Set down the material exactly. Keep every line.

────────────────

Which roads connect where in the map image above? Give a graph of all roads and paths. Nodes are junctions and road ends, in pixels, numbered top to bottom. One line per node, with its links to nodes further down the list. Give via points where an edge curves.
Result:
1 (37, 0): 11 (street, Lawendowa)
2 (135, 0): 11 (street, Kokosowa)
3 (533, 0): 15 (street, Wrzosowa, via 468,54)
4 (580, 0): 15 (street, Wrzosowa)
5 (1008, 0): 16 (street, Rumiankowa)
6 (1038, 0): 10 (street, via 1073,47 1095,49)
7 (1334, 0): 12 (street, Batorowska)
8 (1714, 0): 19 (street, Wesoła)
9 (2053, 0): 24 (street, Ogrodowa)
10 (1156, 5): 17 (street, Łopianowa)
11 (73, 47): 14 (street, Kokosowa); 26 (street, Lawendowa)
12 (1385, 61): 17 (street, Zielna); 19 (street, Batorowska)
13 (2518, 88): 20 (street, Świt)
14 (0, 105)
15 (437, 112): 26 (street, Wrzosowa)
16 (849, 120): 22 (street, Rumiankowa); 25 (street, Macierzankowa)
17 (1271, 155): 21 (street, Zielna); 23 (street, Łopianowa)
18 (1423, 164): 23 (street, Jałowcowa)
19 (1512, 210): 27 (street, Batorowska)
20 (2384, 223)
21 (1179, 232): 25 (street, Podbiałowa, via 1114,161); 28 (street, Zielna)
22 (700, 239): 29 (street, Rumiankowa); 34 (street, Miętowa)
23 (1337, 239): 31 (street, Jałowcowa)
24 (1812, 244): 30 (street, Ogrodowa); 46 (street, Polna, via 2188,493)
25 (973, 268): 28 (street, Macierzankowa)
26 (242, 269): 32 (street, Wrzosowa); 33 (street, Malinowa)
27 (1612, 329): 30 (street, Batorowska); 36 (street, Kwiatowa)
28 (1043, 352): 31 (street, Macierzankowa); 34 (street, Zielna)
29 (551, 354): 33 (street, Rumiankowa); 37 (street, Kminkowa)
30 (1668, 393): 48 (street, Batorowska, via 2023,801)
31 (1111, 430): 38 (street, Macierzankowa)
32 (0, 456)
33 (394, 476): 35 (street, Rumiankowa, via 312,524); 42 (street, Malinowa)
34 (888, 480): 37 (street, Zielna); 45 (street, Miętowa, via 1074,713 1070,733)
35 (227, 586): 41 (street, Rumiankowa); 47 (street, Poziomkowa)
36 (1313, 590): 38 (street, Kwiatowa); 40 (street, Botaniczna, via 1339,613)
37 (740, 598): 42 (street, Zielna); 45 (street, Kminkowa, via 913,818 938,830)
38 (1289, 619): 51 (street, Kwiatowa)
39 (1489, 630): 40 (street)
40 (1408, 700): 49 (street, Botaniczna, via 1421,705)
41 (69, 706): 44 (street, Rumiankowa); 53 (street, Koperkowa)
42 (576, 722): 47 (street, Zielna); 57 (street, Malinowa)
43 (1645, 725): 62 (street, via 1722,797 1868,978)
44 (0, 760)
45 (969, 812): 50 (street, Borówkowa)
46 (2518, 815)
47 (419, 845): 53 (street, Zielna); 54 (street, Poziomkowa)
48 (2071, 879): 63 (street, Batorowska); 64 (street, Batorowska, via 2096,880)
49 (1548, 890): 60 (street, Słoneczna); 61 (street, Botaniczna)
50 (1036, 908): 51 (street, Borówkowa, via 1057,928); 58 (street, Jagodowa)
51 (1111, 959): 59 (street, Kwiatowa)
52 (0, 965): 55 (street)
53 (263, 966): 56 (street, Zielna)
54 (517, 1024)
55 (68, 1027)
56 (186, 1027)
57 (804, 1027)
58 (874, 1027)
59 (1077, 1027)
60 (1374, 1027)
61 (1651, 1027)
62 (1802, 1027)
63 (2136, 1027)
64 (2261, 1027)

────────────────

:: Completed exercise ::
Which roads connect where in the map image above? Give a graph of all roads and paths. Nodes are junctions and road ends, in pixels, numbered top to bottom. One line per node, with its links to nodes further down the list. Give via points where an edge curves.
Result:
1 (37, 0): 11 (street, Lawendowa)
2 (135, 0): 11 (street, Kokosowa)
3 (533, 0): 15 (street, Wrzosowa, via 468,54)
4 (580, 0): 15 (street, Wrzosowa)
5 (1008, 0): 16 (street, Rumiankowa)
6 (1038, 0): 10 (street, via 1073,47 1095,49)
7 (1334, 0): 12 (street, Batorowska)
8 (1714, 0): 19 (street, Wesoła)
9 (2053, 0): 24 (street, Ogrodowa)
10 (1156, 5): 17 (street, Łopianowa)
11 (73, 47): 14 (street, Kokosowa); 26 (street, Lawendowa)
12 (1385, 61): 17 (street, Zielna); 19 (street, Batorowska)
13 (2518, 88): 20 (street, Świt)
14 (0, 105)
15 (437, 112): 26 (street, Wrzosowa)
16 (849, 120): 22 (street, Rumiankowa); 25 (street, Macierzankowa)
17 (1271, 155): 21 (street, Zielna); 23 (street, Łopianowa)
18 (1423, 164): 23 (street, Jałowcowa)
19 (1512, 210): 27 (street, Batorowska)
20 (2384, 223)
21 (1179, 232): 25 (street, Podbiałowa, via 1114,161); 28 (street, Zielna)
22 (700, 239): 29 (street, Rumiankowa); 34 (street, Miętowa)
23 (1337, 239): 31 (street, Jałowcowa)
24 (1812, 244): 30 (street, Ogrodowa); 46 (street, Polna, via 2188,493)
25 (973, 268): 28 (street, Macierzankowa)
26 (242, 269): 32 (street, Wrzosowa); 33 (street, Malinowa)
27 (1612, 329): 30 (street, Batorowska); 36 (street, Kwiatowa)
28 (1043, 352): 31 (street, Macierzankowa); 34 (street, Zielna)
29 (551, 354): 33 (street, Rumiankowa); 37 (street, Kminkowa)
30 (1668, 393): 48 (street, Batorowska, via 2023,801)
31 (1111, 430): 38 (street, Macierzankowa)
32 (0, 456)
33 (394, 476): 35 (street, Rumiankowa, via 312,524); 42 (street, Malinowa)
34 (888, 480): 37 (street, Zielna); 45 (street, Miętowa, via 1074,713 1070,733)
35 (227, 586): 41 (street, Rumiankowa); 47 (street, Poziomkowa)
36 (1313, 590): 38 (street, Kwiatowa); 40 (street, Botaniczna, via 1339,613)
37 (740, 598): 42 (street, Zielna); 45 (street, Kminkowa, via 913,818 938,830)
38 (1289, 619): 51 (street, Kwiatowa)
39 (1489, 630): 40 (street)
40 (1408, 700): 49 (street, Botaniczna, via 1421,705)
41 (69, 706): 44 (street, Rumiankowa); 53 (street, Koperkowa)
42 (576, 722): 47 (street, Zielna); 57 (street, Malinowa)
43 (1645, 725): 62 (street, via 1722,797 1868,978)
44 (0, 760)
45 (969, 812): 50 (street, Borówkowa)
46 (2518, 815)
47 (419, 845): 53 (street, Zielna); 54 (street, Poziomkowa)
48 (2071, 879): 63 (street, Batorowska); 64 (street, Batorowska, via 2096,880)
49 (1548, 890): 60 (street, Słoneczna); 61 (street, Botaniczna)
50 (1036, 908): 51 (street, Borówkowa, via 1057,928); 58 (street, Jagodowa)
51 (1111, 959): 59 (street, Kwiatowa)
52 (0, 965): 55 (street)
53 (263, 966): 56 (street, Zielna)
54 (517, 1024)
55 (68, 1027)
56 (186, 1027)
57 (804, 1027)
58 (874, 1027)
59 (1077, 1027)
60 (1374, 1027)
61 (1651, 1027)
62 (1802, 1027)
63 (2136, 1027)
64 (2261, 1027)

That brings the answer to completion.